Employment law update – Suspension without pay

April 1st, 2021

In American Products Services (Pty) Ltd v Commission for Conciliation, Mediation and Arbitration and Others [2021] 1 BLLR 64 (LC), the employee was employed by American Products Services (the Company) as a truck driver and was involved in a motor vehicle accident that resulted in damage to the Company’s vehicle. The next day, the Company suspended the employee pending an investigation into the accident. The suspension was without pay and the employee was denied access to the Company’s premises.

The Company thereafter instructed the employee to produce an eye test report and informed the employee that a failure to produce the report would result in his ‘instant dismissal’. The employee failed to produce the eye test report by the stipulated date and was dismissed following a disciplinary hearing, which he failed to attend.

Prior to his dismissal, the employee referred an unfair labour practice dispute concerning his suspension to the Commission for Conciliation, Mediation and Arbitration (CCMA). At the CCMA, the Commissioner noted that there were two types of suspension. The first type of suspension was a ‘holding operation’ where the suspension is not designed to impose discipline, but is rather for reasons of good administration. The second type of suspension serves as a form of disciplinary action. The Commissioner found that the first type of suspension applied to the employee because the Company suspended him pending an investigation into the accident. The Commissioner held that it is unlawful to suspend an employee without pay pending disciplinary action.

Regarding the procedure followed by the Company, the Commissioner found that while there was evidence that the employee was involved in alleged serious misconduct, which required investigation, there was no evidence that justified denying the employee access to the workplace. Further, the employee had not been provided with an opportunity to make representations before he was suspended by the Company.

In the circumstances, the Commissioner found that the employee’s suspension was both substantively and procedurally unfair and ordered the Company to pay the employee an amount equivalent to six months’ remuneration as compensation.

Disgruntled by the outcome, the Company took the Commissioner’s award on review. The Company alleged that the Commissioner failed to apply his mind to the facts and had committed a gross irregularity in reaching the conclusion that the employee’s suspension was substantively and procedurally unfair. The question before the Labour Court (LC) was accordingly whether the Commissioner, in making the award, came to a decision that no reasonable decision-maker could reach.

The LC noted that s 186(2)(b) of the Labour Relations Act 66 of 1995 provides for an unfair labour practice involving ‘the unfair suspension of an employee or any other unfair disciplinary action short of dismissal’. It is now settled that this includes both suspension imposed as a disciplinary sanction and ‘precautionary’ suspension pending disciplinary action. The latter form of suspension must be on full pay. The court held that the Commissioner had correctly found that the suspension was a ‘holding operation’ and not a disciplinary sanction.

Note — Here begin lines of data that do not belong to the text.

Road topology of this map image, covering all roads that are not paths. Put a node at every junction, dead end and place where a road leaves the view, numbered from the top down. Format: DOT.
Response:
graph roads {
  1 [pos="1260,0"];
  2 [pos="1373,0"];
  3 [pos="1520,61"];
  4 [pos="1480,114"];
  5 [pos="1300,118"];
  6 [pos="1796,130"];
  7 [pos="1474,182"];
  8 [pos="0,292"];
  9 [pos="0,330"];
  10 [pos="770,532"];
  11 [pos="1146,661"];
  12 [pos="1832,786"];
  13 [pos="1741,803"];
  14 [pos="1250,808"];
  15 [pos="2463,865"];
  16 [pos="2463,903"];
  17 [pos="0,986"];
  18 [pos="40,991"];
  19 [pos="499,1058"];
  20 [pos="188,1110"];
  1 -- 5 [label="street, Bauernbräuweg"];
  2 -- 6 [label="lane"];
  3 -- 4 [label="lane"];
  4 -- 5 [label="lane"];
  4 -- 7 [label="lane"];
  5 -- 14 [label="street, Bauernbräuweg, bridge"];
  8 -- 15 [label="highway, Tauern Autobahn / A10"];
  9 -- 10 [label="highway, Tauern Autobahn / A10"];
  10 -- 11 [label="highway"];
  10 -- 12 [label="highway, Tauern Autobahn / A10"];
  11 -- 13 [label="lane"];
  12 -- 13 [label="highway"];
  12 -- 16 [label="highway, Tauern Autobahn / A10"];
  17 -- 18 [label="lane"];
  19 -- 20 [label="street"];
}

While no disciplinary action may have taken place had the employee submitted the eye test report, the court found that this was irrelevant to the finding that the suspension without pay was unlawful.

As regard to the failure by the Company to provide the employee with an opportunity to make representations prior to the suspension, the court referred to the Constitutional Court (CC) judgment of Long v South African Breweries (Pty) Ltd and Others [2019] 6 BLLR 515 (CC) in which it was held that where the suspension is precautionary and not punitive, there is no requirement to afford the employee an opportunity to make representations. This said, the CC found that generally, where suspension is on full pay, ‘cognisable prejudice will be ameliorated’.

In the present case, however, the prejudice caused to the employee had been exacerbated by the Company’s decision to suspend him without pay. The court was of the view that given the punitive nature of the suspension, the employee ought to have been provided with an opportunity to make representations prior to any action being taken. This would not have been the case had the employee been suspended with pay.

The court accordingly found that the decision by the Commissioner was one that a reasonable decision-maker could reach, and the Commissioner could not be faulted for awarding the employee six months’ compensation. The review application was dismissed with costs.

Nadine Mather BA LLB (cum laude) (Rhodes) is a legal practitioner at Bowmans in Johannesburg.